Tutto precipita quando si arriva all’Estrema Unzione. La sintassi si frantuma, tutte frasi principali, con una punteggiatura che spezza i versi. La prima terzina vede protagonista il curato, premuroso e mormorante; nella seconda è Torzetto a giganteggiare, da moribondo si fa vispo come un gallo, con gli occhi spalancati a lumeggiare come “du lanternoni” e a spropositare: “Oggne oggne, e nu me roppe li cojoni”, atroce beffa al prete e anche al sacramento. Riflettiamo sui vv. 10-11: “E ‘r Curato disse in ne l’ontallo:/ ricordateve, fijjo, de quer tanto…”. I versi mettono in scena il contrasto, corrosivo e significativo, tra il sacramento e le parole pronunciate dal sacerdote: sono parole di cupidigia e non di conforto, lasciate in tronco o per reticenza (il prete si vergogna di completarle) o perché interrotto bruscamente dall’inaspettata reazione del presunto moribondo.
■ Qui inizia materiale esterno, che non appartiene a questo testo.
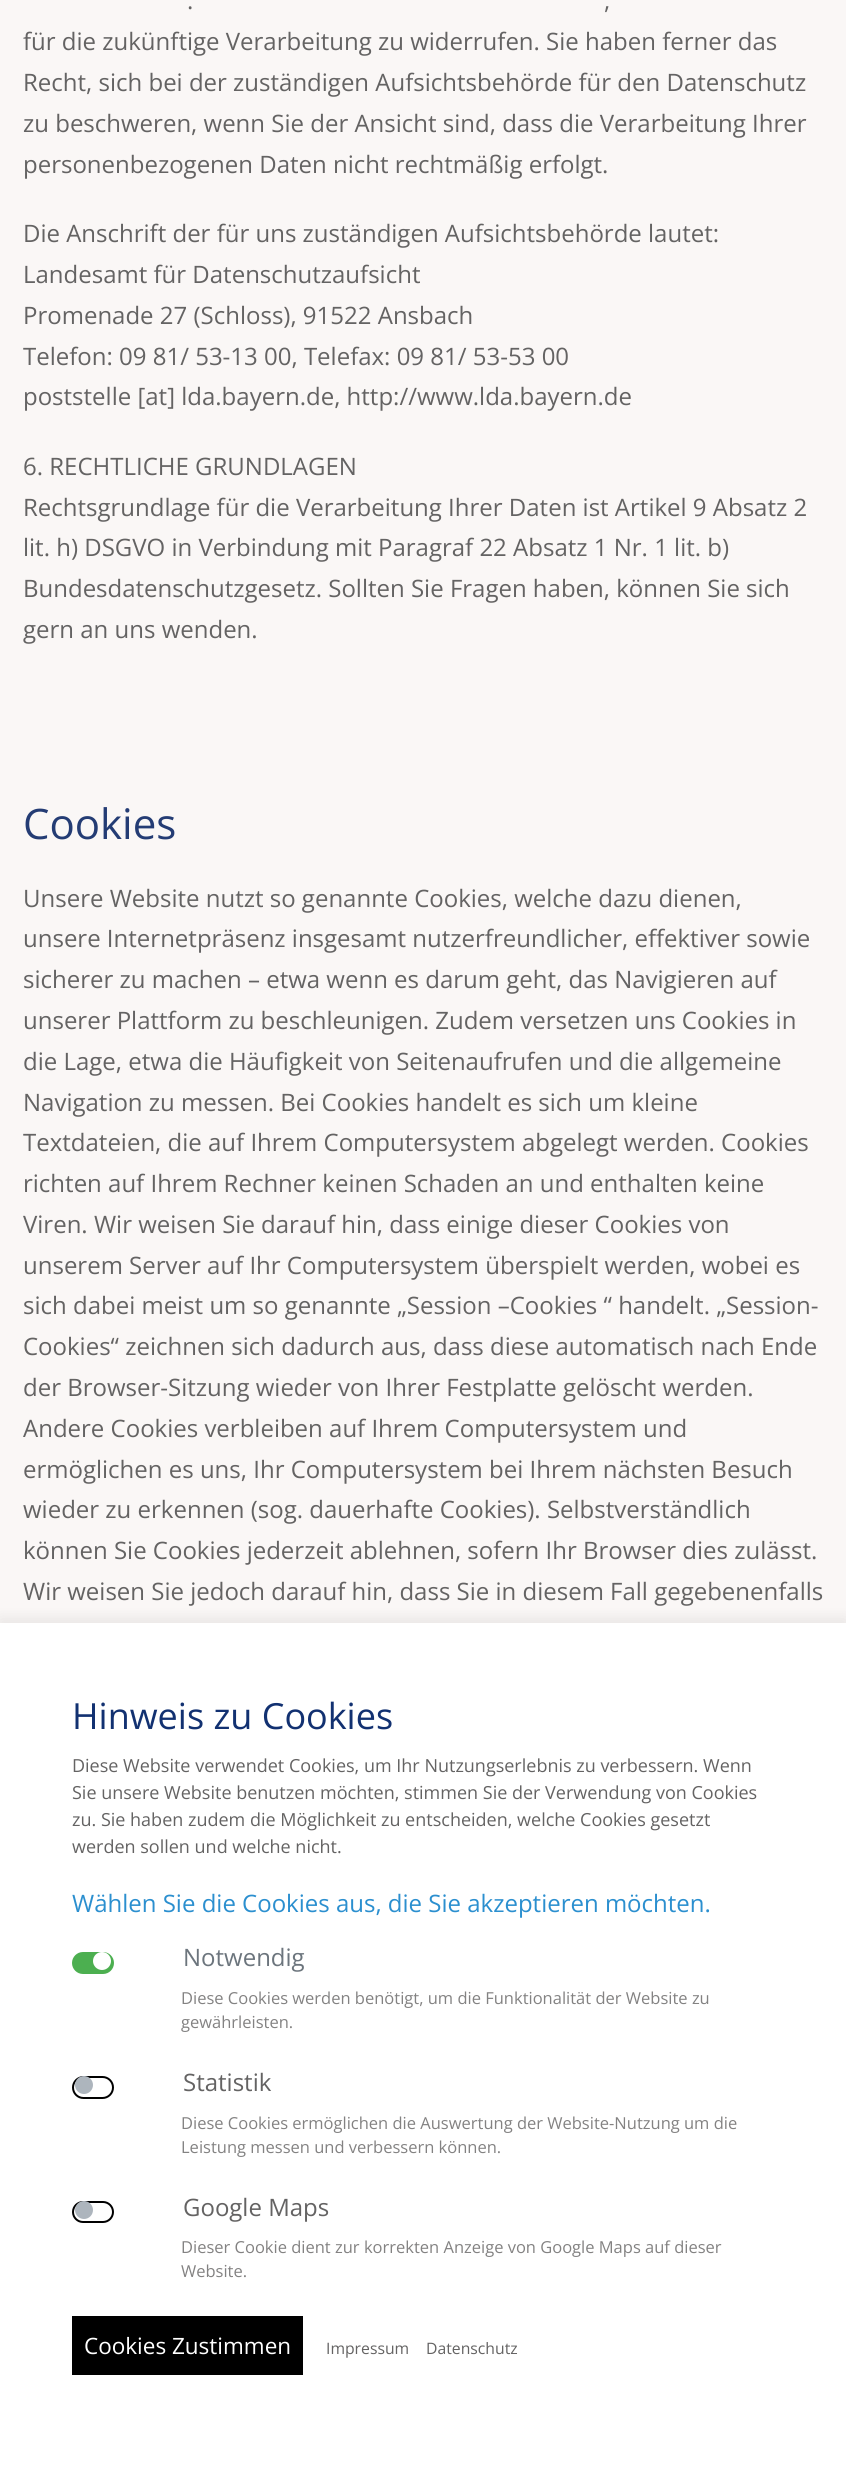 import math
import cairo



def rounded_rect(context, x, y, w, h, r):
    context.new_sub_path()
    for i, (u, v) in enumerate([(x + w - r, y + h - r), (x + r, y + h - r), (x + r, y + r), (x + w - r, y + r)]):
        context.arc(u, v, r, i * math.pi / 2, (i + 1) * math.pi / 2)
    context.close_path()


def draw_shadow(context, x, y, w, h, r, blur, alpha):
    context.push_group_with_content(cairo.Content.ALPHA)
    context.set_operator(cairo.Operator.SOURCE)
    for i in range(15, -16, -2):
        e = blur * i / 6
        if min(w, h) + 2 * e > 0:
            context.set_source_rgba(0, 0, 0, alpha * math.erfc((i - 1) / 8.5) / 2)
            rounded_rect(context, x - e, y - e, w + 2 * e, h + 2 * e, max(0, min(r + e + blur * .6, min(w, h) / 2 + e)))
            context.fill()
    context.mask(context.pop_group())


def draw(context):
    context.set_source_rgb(250 / 255, 247 / 255, 246 / 255)
    context.paint()
    context.set_source_rgb(0, 0, 0)
    draw_shadow(context, 0, 1619, 846, 852, 0, 7.5, 0.08)
    context.set_source_rgb(1, 1, 1)
    context.rectangle(0, 1623, 846, 852)
    context.fill()
    context.set_source_rgb(76 / 255, 175 / 255, 80 / 255)
    rounded_rect(context, 73, 1953, 40, 20, 10)
    context.fill_preserve()
    context.stroke()
    context.set_source_rgb(1, 1, 1)
    context.arc(102, 1961, 9, 0, 2 * math.pi)
    context.fill()
    rounded_rect(context, 73, 2077, 40, 21, 10.5)
    context.set_source_rgb(0, 0, 0)
    context.stroke()
    context.set_source_rgb(173 / 255, 181 / 255, 189 / 255)
    context.arc(84, 2085, 9, 0, 2 * math.pi)
    context.fill()
    rounded_rect(context, 73, 2202, 40, 20, 10)
    context.set_source_rgb(0, 0, 0)
    context.stroke()
    context.set_source_rgb(173 / 255, 181 / 255, 189 / 255)
    context.arc(84, 2210, 9, 0, 2 * math.pi)
    context.fill()
    context.set_source_rgb(0, 0, 0)
    context.rectangle(72, 2316, 231, 59)
    context.fill()
    context.select_font_face("Open Sans")
    context.set_font_size(24)
    context.set_source_rgb(100 / 255, 99 / 255, 99 / 255)
    context.move_to(187, 9)
    context.show_text(".")
    context.move_to(604, 9)
    context.show_text(",")
    context.move_to(23, 50)
    context.show_text("für die zukünftige Verarbeitung zu widerrufen. Sie haben ferner das")
    context.move_to(23, 91)
    context.show_text("Recht, sich bei der zuständigen Aufsichtsbehörde für den Datenschutz")
    context.move_to(23, 132)
    context.show_text("zu beschweren, wenn Sie der Ansicht sind, dass die Verarbeitung Ihrer")
    context.move_to(23, 173)
    context.show_text("personenbezogenen Daten nicht rechtmäßig erfolgt.")
    context.move_to(23, 242)
    context.show_text("Die Anschrift der für uns zuständigen Aufsichtsbehörde lautet:")
    context.move_to(23, 283)
    context.show_text("Landesamt für Datenschutzaufsicht")
    context.move_to(23, 324)
    context.show_text("Promenade 27 (Schloss), 91522 Ansbach")
    context.move_to(23, 365)
    context.show_text("Telefon: 09 81/ 53-13 00, Telefax: 09 81/ 53-53 00")
    context.move_to(23, 405)
    context.show_text("poststelle [at] lda.bayern.de, http://www.lda.bayern.de")
    context.move_to(23, 475)
    context.show_text("6. RECHTLICHE GRUNDLAGEN")
    context.move_to(23, 516)
    context.show_text("Rechtsgrundlage für die Verarbeitung Ihrer Daten ist Artikel 9 Absatz 2")
    context.move_to(23, 556)
    context.show_text("lit. h) DSGVO in Verbindung mit Paragraf 22 Absatz 1 Nr. 1 lit. b)")
    context.move_to(23, 597)
    context.show_text("Bundesdatenschutzgesetz. Sollten Sie Fragen haben, können Sie sich")
    context.move_to(23, 638)
    context.show_text("gern an uns wenden.")
    context.set_font_size(42)
    context.set_source_rgb(36 / 255, 60 / 255, 116 / 255)
    context.move_to(23, 839)
    context.show_text("Cookies")
    context.set_font_size(24)
    context.set_source_rgb(100 / 255, 99 / 255, 99 / 255)
    context.move_to(23, 907)
    context.show_text("Unsere Website nutzt so genannte Cookies, welche dazu dienen,")
    context.move_to(23, 947)
    context.show_text("unsere Internetpräsenz insgesamt nutzerfreundlicher, effektiver sowie")
    context.move_to(23, 988)
    context.show_text("sicherer zu machen – etwa wenn es darum geht, das Navigieren auf")
    context.move_to(23, 1029)
    context.show_text("unserer Plattform zu beschleunigen. Zudem versetzen uns Cookies in")
    context.move_to(23, 1070)
    context.show_text("die Lage, etwa die Häufigkeit von Seitenaufrufen und die allgemeine")
    context.move_to(23, 1111)
    context.show_text("Navigation zu messen. Bei Cookies handelt es sich um kleine")
    context.move_to(23, 1151)
    context.show_text("Textdateien, die auf Ihrem Computersystem abgelegt werden. Cookies")
    context.move_to(23, 1192)
    context.show_text("richten auf Ihrem Rechner keinen Schaden an und enthalten keine")
    context.move_to(23, 1233)
    context.show_text("Viren. Wir weisen Sie darauf hin, dass einige dieser Cookies von")
    context.move_to(23, 1274)
    context.show_text("unserem Server auf Ihr Computersystem überspielt werden, wobei es")
    context.move_to(23, 1314)
    context.show_text("sich dabei meist um so genannte „Session –Cookies “ handelt. „Session-")
    context.move_to(23, 1355)
    context.show_text("Cookies“ zeichnen sich dadurch aus, dass diese automatisch nach Ende")
    context.move_to(23, 1396)
    context.show_text("der Browser-Sitzung wieder von Ihrer Festplatte gelöscht werden.")
    context.move_to(23, 1437)
    context.show_text("Andere Cookies verbleiben auf Ihrem Computersystem und")
    context.move_to(23, 1478)
    context.show_text("ermöglichen es uns, Ihr Computersystem bei Ihrem nächsten Besuch")
    context.move_to(23, 1518)
    context.show_text("wieder zu erkennen (sog. dauerhafte Cookies). Selbstverständlich")
    context.move_to(23, 1559)
    context.show_text("können Sie Cookies jederzeit ablehnen, sofern Ihr Browser dies zulässt.")
    context.move_to(23, 1600)
    context.show_text("Wir weisen Sie jedoch darauf hin, dass Sie in diesem Fall gegebenenfalls")
    context.set_font_size(36)
    context.set_source_rgb(18 / 255, 49 / 255, 113 / 255)
    context.move_to(72, 1729)
    context.show_text("Hinweis zu Cookies")
    context.set_font_size(18)
    context.set_source_rgb(100 / 255, 99 / 255, 99 / 255)
    context.move_to(72, 1772)
    context.show_text("Diese Website verwendet Cookies, um Ihr Nutzungserlebnis zu verbessern. Wenn")
    context.move_to(72, 1799)
    context.show_text("Sie unsere Website benutzen möchten, stimmen Sie der Verwendung von Cookies")
    context.move_to(72, 1826)
    context.show_text("zu. Sie haben zudem die Möglichkeit zu entscheiden, welche Cookies gesetzt")
    context.move_to(72, 1853)
    context.show_text("werden sollen und welche nicht.")
    context.set_font_size(24)
    context.set_source_rgb(43 / 255, 143 / 255, 207 / 255)
    context.move_to(72, 1912)
    context.show_text("Wählen Sie die Cookies aus, die Sie akzeptieren möchten.")
    context.set_source_rgb(108 / 255, 117 / 255, 125 / 255)
    context.move_to(183, 1966)
    context.show_text("Notwendig")
    context.set_font_size(16.5)
    context.set_source_rgb(131 / 255, 130 / 255, 130 / 255)
    context.move_to(181, 2004)
    context.show_text("Diese Cookies werden benötigt, um die Funktionalität der Website zu")
    context.move_to(181, 2028)
    context.show_text("gewährleisten.")
    context.set_font_size(24)
    context.set_source_rgb(100 / 255, 99 / 255, 99 / 255)
    context.move_to(183, 2091)
    context.show_text("Statistik")
    context.set_font_size(16.5)
    context.set_source_rgb(131 / 255, 130 / 255, 130 / 255)
    context.move_to(181, 2129)
    context.show_text("Diese Cookies ermöglichen die Auswertung der Website-Nutzung um die")
    context.move_to(181, 2153)
    context.show_text("Leistung messen und verbessern können.")
    context.set_font_size(24)
    context.set_source_rgb(100 / 255, 99 / 255, 99 / 255)
    context.move_to(183, 2216)
    context.show_text("Google Maps")
    context.set_font_size(16.5)
    context.set_source_rgb(131 / 255, 130 / 255, 130 / 255)
    context.move_to(181, 2253)
    context.show_text("Dieser Cookie dient zur korrekten Anzeige von Google Maps auf dieser")
    context.move_to(181, 2277)
    context.show_text("Website.")
    context.set_font_size(22.5)
    context.set_source_rgb(1, 1, 1)
    context.move_to(84, 2354)
    context.show_text("Cookies Zustimmen")
    context.set_font_size(15.75)
    context.set_source_rgb(100 / 255, 99 / 255, 99 / 255)
    context.move_to(326, 2354)
    context.show_text("Impressum")
    context.move_to(426, 2354)
    context.show_text("Datenschutz")


surface = cairo.ImageSurface(cairo.Format.RGB24, 846, 2475)
context = cairo.Context(surface)
options = cairo.FontOptions()
options.set_hint_metrics(cairo.HintMetrics.OFF)
options.set_hint_style(cairo.HintStyle.NONE)
context.set_font_options(options)
context.set_miter_limit(4)
draw(context)
surface.write_to_png("out.png")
La scrittura è liscia e nello stesso tempo corposa, ricamata da una ragnatela di illuminazioni. C’è profondità di ironia, gusto quasi cinematografico dei particolari, uno scetticismo inquietante, venato di luteranesimo.

 

Il 10 febbraio 1832 Belli aveva scritto questo sonetto:

 

La vita de le donne

 

La donna appena arriva ar rifriggerio

De godé li bbimestri o er bonifiscio,

Incomincia a ccapì che ccos’è cciscio

E principia a ppeccà dde disiderio.                                 4

 

Po’ appena è bbona de sonà er zarterio

E dde fa ar maschio cuarche bbon uffiscio,

Incomincia a rrubbà la carne ar miscio

E principia a ppeccà de cazzimperio.                              8

 

Ma cquanno che ppe vvia der zona-sona

Diventa un orto che ggnisuno stabbia,

E ffa ttele de raggno a la ficona,                                               11

 

Vedenno er ciscio nun tornà ppiù in gabbia,

Se dà ppe ccorpo morto a la corona,

Sin che in grazzia de ddio crepa de rabbia.                   14

 

La donna appena arriva al refrigerio (per lei) di godere delle mestruazioni incomincia a capire che cos’è l’uccello e comincia a peccare di desiderio. Poi appena è capace di suonare il salterio (di fare l’amore) e di fare al maschio qualche buon ufficio, incomincia a rubare la carne al gatto e comincia a peccare di pinzimonio. Ma quando a causa del tempo che passa diventa un orto che nessuno cura e la sua vagina si copre di tele di ragno, vedendo che l’uccello non torna più nella sua gabbia, si dà tutta intera alla preghiera fino a che in grazia di Dio crepa di rabbia.

La componente misogina del Belli, studiata dall’Almansi (“Estetica dell’osceno”, Torino, 1974), affiora spesso, oltre che nei sonetti, nello “Zibaldone” belliano.